A new research paper suggests that the number of married same-sex couples in the United States in 2013 may have been much lower than the Census Bureau’s initial estimate for that year.

Census Bureau Questionnaire
The Census Bureau does not currently ask directly about same-sex marriages or partnerships. Credit: U.S. Census Bureau

The bureau’s 2013 American Community Survey, published last year, had estimated there were 252,000 married same-sex couples in the U.S. But the bureau at the time acknowledged this was an overcount, which it blamed largely on heterosexual married couples who mistakenly checked the wrong gender box on the survey questionnaire.

Census Bureau researcher Daphne Lofquist said in a poster and brief write-up she presented at this year’s Population Association of America conference that only about 170,000 of the 252,000 first reported – about 68% – were likely married same-sex couples. The others either were not same-sex married couples or their status could not be determined.

Why does the Census Bureau need to get this right? For a number of reasons. Growth in the number of same-sex married couples is fueling demand from government officials, researchers and advocates for good data about them. Same-sex marriage is now legal in 36 states and the District of Columbia, yet states are inconsistent in how they track such information, and some couples marry abroad.

The data offer a gauge of how society is changing and can help officials estimate demand for benefits based on marital status. The U.S. Supreme Court is expected to hand down a key ruling on its legality by the end of its current session this month, which could have major policy implications for gay couples going forward.

The Census Bureau estimates the number of same-sex married couples by using respondents’ answers to two questions: one about their sex and the second about their relationship status. The relationship question asks how each person in the household is related to the householder (the person who fills out the questionnaire). Current options include “husband or wife,” “unmarried partner” and more than a dozen other categories. If someone checks “husband or wife” and is the same sex as his or her spouse, the bureau counts them in a same-sex marriage.

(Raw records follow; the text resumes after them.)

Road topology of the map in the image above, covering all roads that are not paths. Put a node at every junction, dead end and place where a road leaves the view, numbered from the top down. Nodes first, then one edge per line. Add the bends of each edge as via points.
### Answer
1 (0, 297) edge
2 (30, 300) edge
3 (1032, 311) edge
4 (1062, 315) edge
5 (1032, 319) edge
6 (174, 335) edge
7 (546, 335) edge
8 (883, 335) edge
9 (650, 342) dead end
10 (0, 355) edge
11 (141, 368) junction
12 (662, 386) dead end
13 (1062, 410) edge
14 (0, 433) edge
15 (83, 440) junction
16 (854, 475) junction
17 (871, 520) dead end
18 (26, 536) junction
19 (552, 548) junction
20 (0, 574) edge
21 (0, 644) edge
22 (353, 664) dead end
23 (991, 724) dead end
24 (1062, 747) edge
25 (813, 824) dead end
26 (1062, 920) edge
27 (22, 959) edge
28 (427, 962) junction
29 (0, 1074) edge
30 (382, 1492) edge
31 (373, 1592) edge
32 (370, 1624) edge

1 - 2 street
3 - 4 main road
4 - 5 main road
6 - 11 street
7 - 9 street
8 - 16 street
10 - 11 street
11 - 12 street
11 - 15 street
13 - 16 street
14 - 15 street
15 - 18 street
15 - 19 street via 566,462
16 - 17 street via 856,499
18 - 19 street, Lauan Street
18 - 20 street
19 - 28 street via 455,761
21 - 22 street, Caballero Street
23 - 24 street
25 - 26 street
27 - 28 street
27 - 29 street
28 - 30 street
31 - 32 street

To estimate the amount of error in the 2013 estimate, Lofquist used a list developed by the bureau of first names, categorized by sex, to determine the gender of survey respondents with clearly male or female names. (The list excludes first names of uncertain gender, such as “Lee.”)

Lofquist reported one potentially encouraging finding: People who answered the survey online had lower error rates than those who answered by mail or whose responses were filled in by interviewers. That could be good news, because the bureau is pushing to have most people provide their own responses online. However, she acknowledged that the kind of people who respond online may be less error-prone no matter what their response mode, so it is unclear whether the online mode itself reduced mistakes.

Same-Sex Spouse Experimental Question
The Census Bureau is experimenting with adding “same-sex” spouse to its question about relationship status. Credit: U.S. Census Bureau

The agency hoped for better results from an experiment using a new version of the relationship question  – but a second new research paper reports that this did not solve the problem either.

Instead of offering just “husband or wife” as categories that people could choose to describe their relationship, the bureau tried substituting “opposite-sex husband/wife/spouse” and “same-sex husband/wife/spouse.”

The experimental question reduced inaccuracy when it was used on the bureau’s 2013 American Housing Survey, but last year, the bureau reported that more than half of same-sex married couples counted in survey had mismatched answers to the sex and relationship questions.

The new paper concluded that this inconsistency “is driven by errors on relationship rather than sex” – that is, opposite-sex couples were identifying themselves as same-sex couples on the relationship question. Couples marked as same-sex spouses were 1,000 times more likely than those marked as opposite-sex spouses to mismark the new relationship question.

One mystery in the new research is that because the housing survey is done by computer-assisted interviewing, it could not be determined whether interviewers or respondents made the mistakes. Bureau researchers suggested that they could reduce errors by using improved interview software or better interviewer training.

Meanwhile, the revised relationship question will be asked in a test census sent to 1.2 million U.S. households later this year, and bureau researchers hope to learn more about how it performs.

D’Vera Cohn  is a former senior writer/editor focusing on immigration and demographics at Pew Research Center.